Melon şapka: Numune olsun diye bile bulamazsınız sokakta.

Zengin: İngilizler için uzun süredir deniz bitti. Ekonomilerini düze çıkartmak ve sistem sorunlarını çözmek için yaklaşık iki trilyon pounda ihtiyaçları olduğu resmi olarak belirtildi.

Eğitimli halk: Efendim??? İngiliz üniversitelerinin kontenjanlarının yüzde elliden fazlası yabancı öğrenciler tarafından dolduruluyor. Kalanların yüzde otuzu mezun olmuyor. Geriye sadece nüfusun yüzde ikisi kalıyor. Hadi abartalım, yüzde yedi – sekiz olsun. Ortada geniş, yaygın ve kaliteli eğitim almış bir kitleye rastlanmıyor.

Kilt (Etek): O da İskoç

Gayda: O da…

Britanyalı: İngiltere’de Anglo Sakson bir ırk olduğu iddiası gerçek ise İngilizler’in aslında Alman ırkından olması gerekir. Zamanında burayı işgal eden Sakson ve Anglosların bugünkü Almanya’dan neşet ettiği malum. Anglos’un toprağı (Angloland – England) asıl olarak Almanya. Britanyalı dediğimiz ise aslında Briton, Kelt ve Gaelic toplulukları olup adada yaşanan birçok işgal, katliam ve savaştan arta kalan azınlık. Bu azınlıkların “çoğaldığı” yer ise Galler ve biraz da İskoçya. Bu arada, İngilizce Fransızcadan çok yapı ve kelime kökleri bakımından Almancaya daha yakın. Kısacası, ben ne zaman “Sizin kraliçeniz aslında Alman” desem bir itirazla karşılaşmadım.
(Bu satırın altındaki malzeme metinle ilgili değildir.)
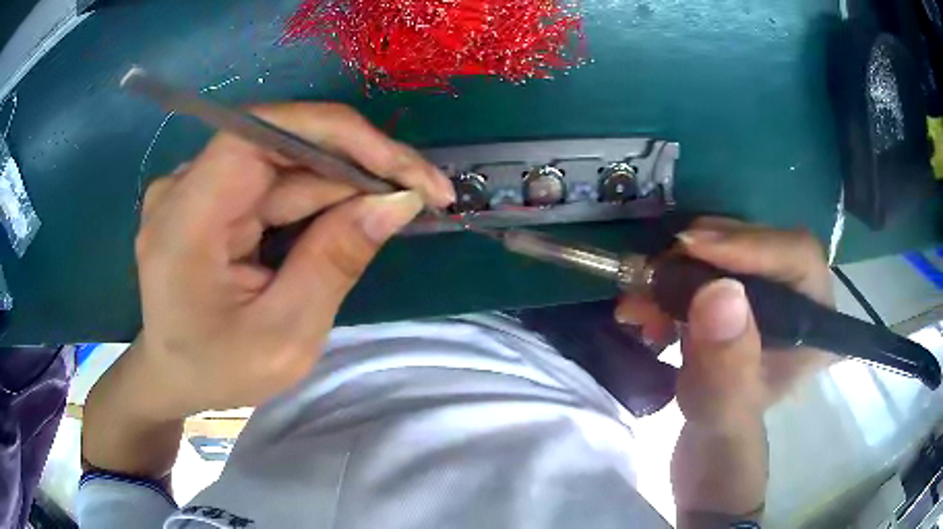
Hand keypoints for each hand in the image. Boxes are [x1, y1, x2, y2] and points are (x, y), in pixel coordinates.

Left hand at [129, 103, 454, 419]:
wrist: (172, 377)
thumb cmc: (218, 371)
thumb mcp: (284, 336)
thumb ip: (335, 261)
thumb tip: (397, 201)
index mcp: (186, 220)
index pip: (260, 135)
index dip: (337, 135)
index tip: (404, 168)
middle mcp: (184, 186)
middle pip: (280, 144)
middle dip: (356, 164)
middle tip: (422, 192)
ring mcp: (195, 187)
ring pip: (283, 163)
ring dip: (343, 183)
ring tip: (398, 205)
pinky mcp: (209, 196)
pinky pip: (272, 182)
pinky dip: (317, 197)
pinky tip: (352, 215)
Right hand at [615, 218, 835, 413]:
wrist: (710, 433)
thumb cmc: (726, 427)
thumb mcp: (725, 408)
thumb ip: (728, 364)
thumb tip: (718, 292)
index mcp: (816, 322)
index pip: (798, 255)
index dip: (751, 244)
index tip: (694, 247)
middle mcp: (799, 292)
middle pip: (760, 240)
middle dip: (706, 251)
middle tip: (659, 267)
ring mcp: (769, 285)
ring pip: (730, 244)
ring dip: (681, 263)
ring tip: (643, 292)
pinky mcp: (741, 284)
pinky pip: (708, 259)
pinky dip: (673, 275)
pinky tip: (646, 302)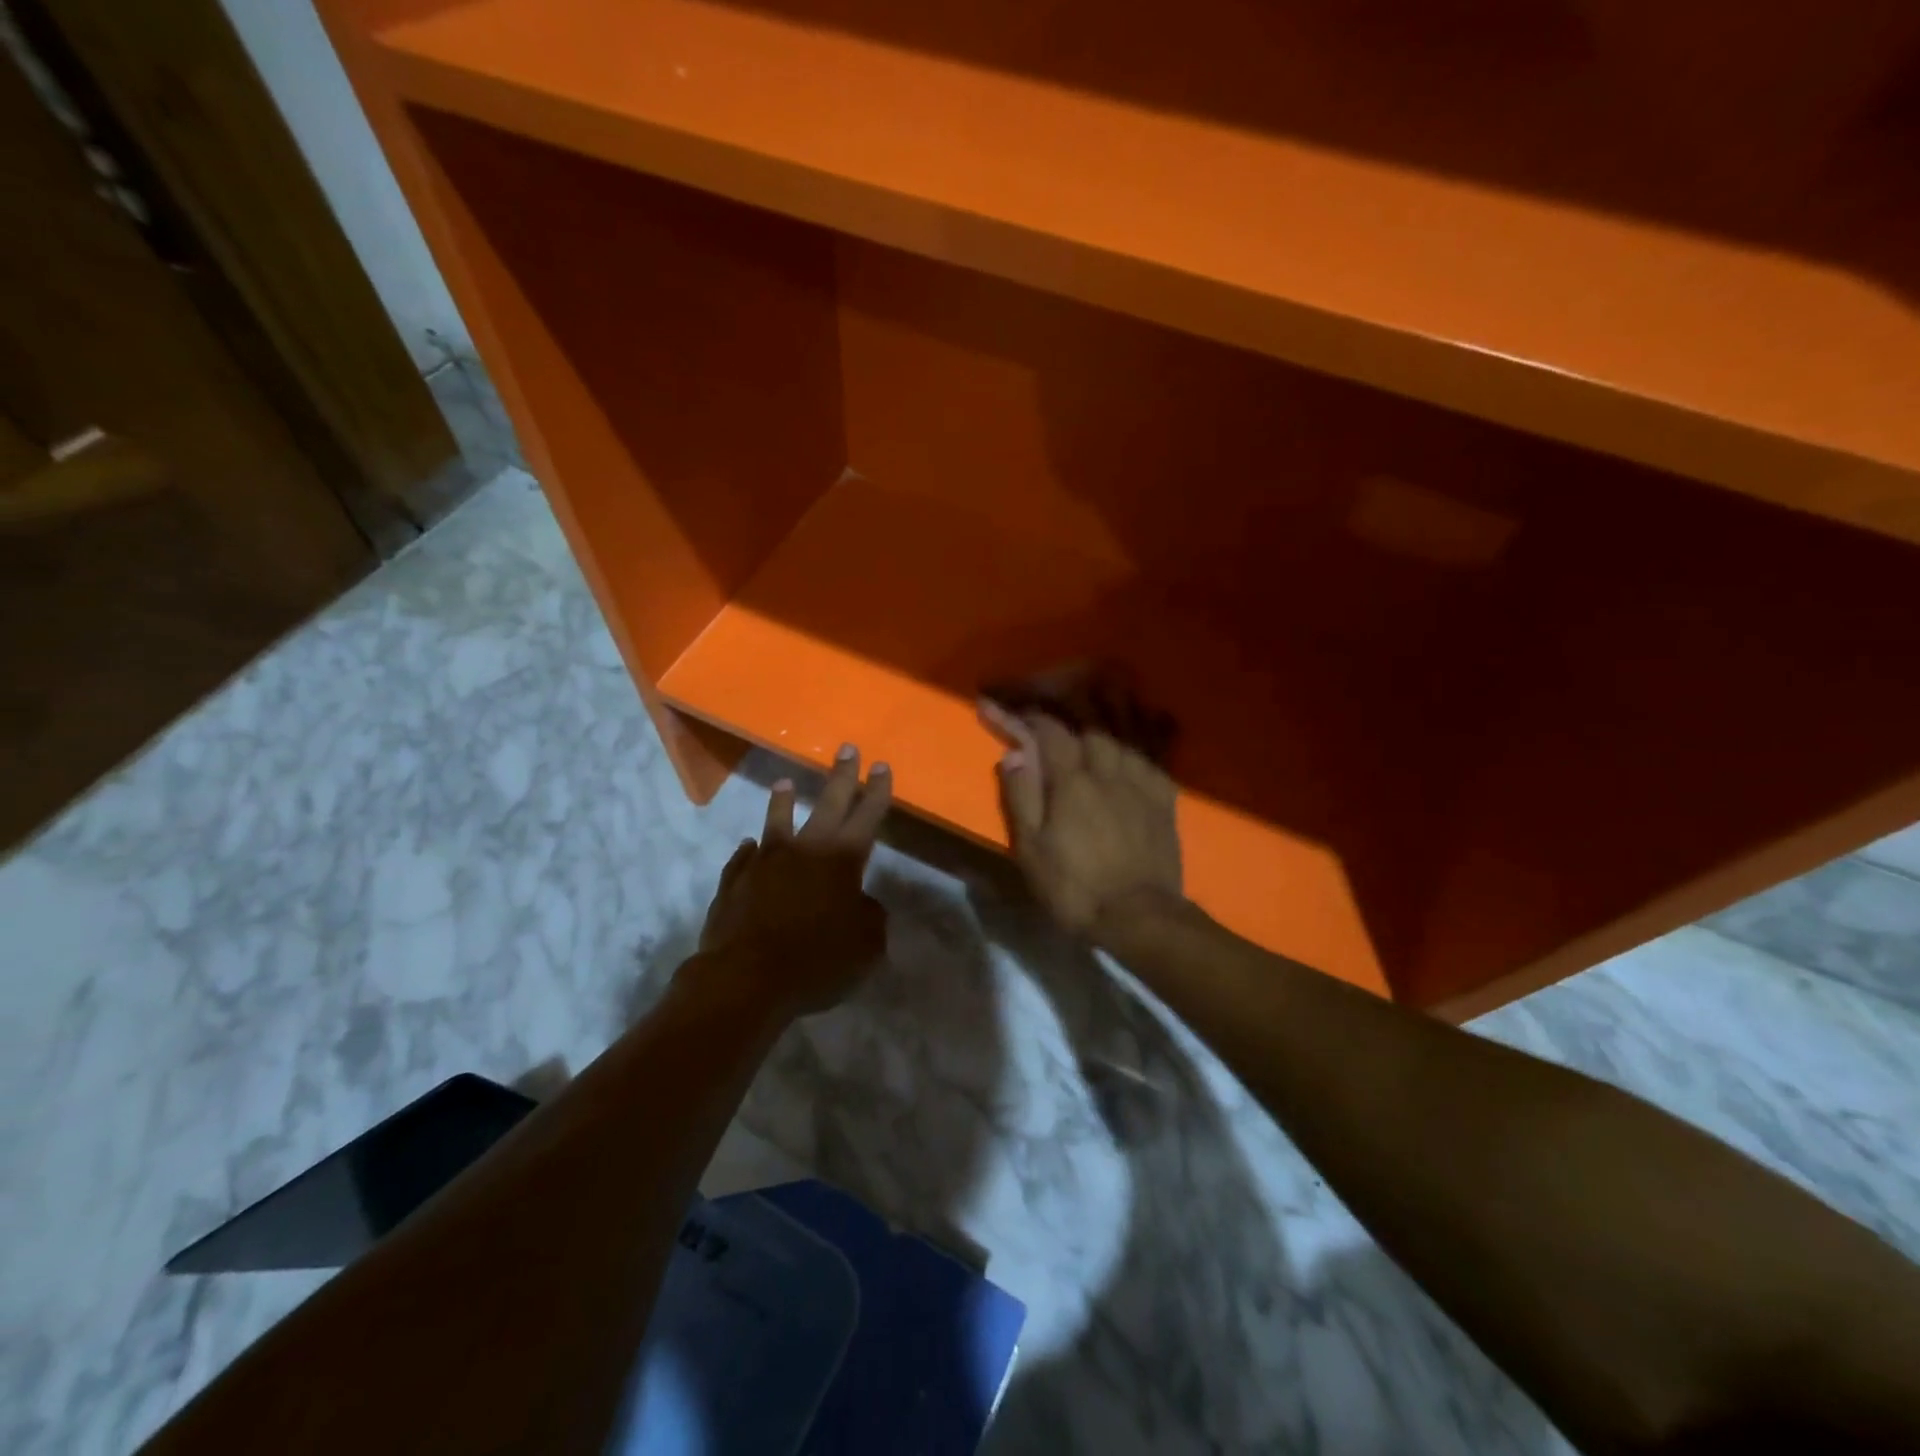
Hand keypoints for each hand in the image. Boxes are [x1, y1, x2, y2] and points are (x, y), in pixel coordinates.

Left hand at [694, 745, 891, 1018]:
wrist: (745, 977)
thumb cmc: (816, 960)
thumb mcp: (866, 946)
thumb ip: (870, 918)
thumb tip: (861, 904)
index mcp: (841, 860)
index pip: (866, 815)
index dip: (876, 791)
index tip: (881, 765)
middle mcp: (804, 850)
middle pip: (827, 804)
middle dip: (840, 776)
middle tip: (846, 749)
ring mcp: (763, 863)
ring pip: (776, 822)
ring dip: (782, 802)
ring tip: (784, 784)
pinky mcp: (734, 882)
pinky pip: (744, 858)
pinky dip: (750, 851)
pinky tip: (749, 847)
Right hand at [981, 701, 1182, 940]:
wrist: (1140, 916)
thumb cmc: (1076, 887)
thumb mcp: (1032, 850)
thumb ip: (1021, 798)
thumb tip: (1014, 755)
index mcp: (1072, 782)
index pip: (1050, 732)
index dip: (1030, 716)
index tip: (1013, 709)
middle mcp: (1108, 770)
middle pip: (1090, 725)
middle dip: (1071, 708)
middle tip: (1058, 701)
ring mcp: (1141, 782)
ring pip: (1126, 733)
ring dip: (1109, 713)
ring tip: (1102, 695)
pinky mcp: (1165, 798)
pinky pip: (1154, 755)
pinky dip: (1145, 738)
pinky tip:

Özgürlük: Ne yalan söyleyeyim, politikacılara küfretmek, Charles’ı aşağılamak falan serbest. Öte yandan, özgürlük dendi mi insanın aklına İngilizlerin İskoçya, İrlanda, Hindistan ve bilumum diğer coğrafyalarda (Ortadoğu, Uzakdoğu, Afrika, vs.) yaptıkları geliyor. Özgürlükçü İngiltere denince bana bir gülme geliyor.

Holiganlık: En son yirmi küsür sene önce yaşanan olaylardan sonra İngilizler topluluk halinde birbirlerini ve diğer ülke taraftarlarını dövmekten vazgeçtiler. Arada bir bu “ruhu” canlandırmaya çalışıyorlar ama cezalar çok yüksek.

Kısacası, “O eski halinden, eser yok şimdi”. Şimdi ne kelime, son yirmi – otuz yıldır yok. Peki halen neden dünyanın sayılı, sözü geçen, prestijli, falan, filan ülkelerinden biri olarak anılıyor? Dünyanın en güçlü, başat ülkeleri arasında neden İngiltere de sayılıyor?

Yanıt basit: İllüzyon… Ve kimse gerçekle ilgilenmiyor. İngiliz bu işi iyi biliyor.

Not: İngilizcede en çok kullanılan ve dünyada en yaygın sözcük Fuck. Bu sözcüğün kökü bile Germanik (Almanca ficken, Hollandaca fokken). Yahu bunu bari kendiniz bulsaydınız!